::: DATA PROVIDED :::

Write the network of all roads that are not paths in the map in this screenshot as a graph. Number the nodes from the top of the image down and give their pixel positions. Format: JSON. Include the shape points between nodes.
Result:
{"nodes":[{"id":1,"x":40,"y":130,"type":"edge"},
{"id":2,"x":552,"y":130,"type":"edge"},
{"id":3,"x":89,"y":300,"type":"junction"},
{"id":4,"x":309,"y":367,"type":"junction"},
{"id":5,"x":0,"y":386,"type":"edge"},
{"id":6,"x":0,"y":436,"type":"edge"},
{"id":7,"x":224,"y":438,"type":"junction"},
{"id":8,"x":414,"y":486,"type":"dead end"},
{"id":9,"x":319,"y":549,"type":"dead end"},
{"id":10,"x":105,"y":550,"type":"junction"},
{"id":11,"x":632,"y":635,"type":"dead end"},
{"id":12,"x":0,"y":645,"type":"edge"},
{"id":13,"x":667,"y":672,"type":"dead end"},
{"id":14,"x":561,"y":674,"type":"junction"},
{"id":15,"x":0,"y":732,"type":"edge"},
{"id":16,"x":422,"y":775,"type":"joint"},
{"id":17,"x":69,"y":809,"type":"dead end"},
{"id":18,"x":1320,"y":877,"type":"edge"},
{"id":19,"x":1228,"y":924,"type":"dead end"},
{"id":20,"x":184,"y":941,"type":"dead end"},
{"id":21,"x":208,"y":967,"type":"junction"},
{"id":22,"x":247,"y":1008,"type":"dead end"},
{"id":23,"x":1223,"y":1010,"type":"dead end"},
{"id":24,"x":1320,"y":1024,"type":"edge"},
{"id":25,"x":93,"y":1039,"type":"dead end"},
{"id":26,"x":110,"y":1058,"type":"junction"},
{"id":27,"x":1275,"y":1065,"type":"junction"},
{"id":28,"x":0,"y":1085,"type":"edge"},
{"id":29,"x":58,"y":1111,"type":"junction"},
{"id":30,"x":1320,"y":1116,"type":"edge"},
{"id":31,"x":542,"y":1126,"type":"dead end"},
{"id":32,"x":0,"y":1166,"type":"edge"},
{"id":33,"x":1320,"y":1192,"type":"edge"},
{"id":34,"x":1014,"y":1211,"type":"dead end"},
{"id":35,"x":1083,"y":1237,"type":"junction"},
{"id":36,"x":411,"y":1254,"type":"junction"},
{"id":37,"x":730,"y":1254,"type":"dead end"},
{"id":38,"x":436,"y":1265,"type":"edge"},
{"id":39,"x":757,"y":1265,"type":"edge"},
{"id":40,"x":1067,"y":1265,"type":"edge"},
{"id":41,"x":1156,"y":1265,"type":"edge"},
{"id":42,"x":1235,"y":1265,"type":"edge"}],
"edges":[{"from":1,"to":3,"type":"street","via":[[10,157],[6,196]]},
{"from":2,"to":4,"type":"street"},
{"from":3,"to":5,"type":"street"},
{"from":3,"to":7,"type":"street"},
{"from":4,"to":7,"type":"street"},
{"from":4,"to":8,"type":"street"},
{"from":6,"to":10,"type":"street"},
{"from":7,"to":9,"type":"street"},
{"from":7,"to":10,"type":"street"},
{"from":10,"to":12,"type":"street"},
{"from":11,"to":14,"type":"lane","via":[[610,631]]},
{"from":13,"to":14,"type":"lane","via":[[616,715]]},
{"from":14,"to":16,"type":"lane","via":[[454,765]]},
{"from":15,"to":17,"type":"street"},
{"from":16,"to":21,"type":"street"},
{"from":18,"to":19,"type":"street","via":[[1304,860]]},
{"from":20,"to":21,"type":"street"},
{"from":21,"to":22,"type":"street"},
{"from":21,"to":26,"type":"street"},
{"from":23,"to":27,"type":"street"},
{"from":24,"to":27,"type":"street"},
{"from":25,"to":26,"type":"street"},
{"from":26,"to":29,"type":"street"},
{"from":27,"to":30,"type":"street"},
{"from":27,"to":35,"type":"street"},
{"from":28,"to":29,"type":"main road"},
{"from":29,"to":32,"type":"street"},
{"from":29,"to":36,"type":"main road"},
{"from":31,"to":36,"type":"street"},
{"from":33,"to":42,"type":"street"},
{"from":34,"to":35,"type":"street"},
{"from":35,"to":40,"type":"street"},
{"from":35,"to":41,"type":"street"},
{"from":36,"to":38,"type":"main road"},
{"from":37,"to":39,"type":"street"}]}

:::

* [ACTIVITY]:
For the word "lane", please say how many lines in the entries hold it, with only the number as the reply.

* [RESPONSE TO THE TASK]:
3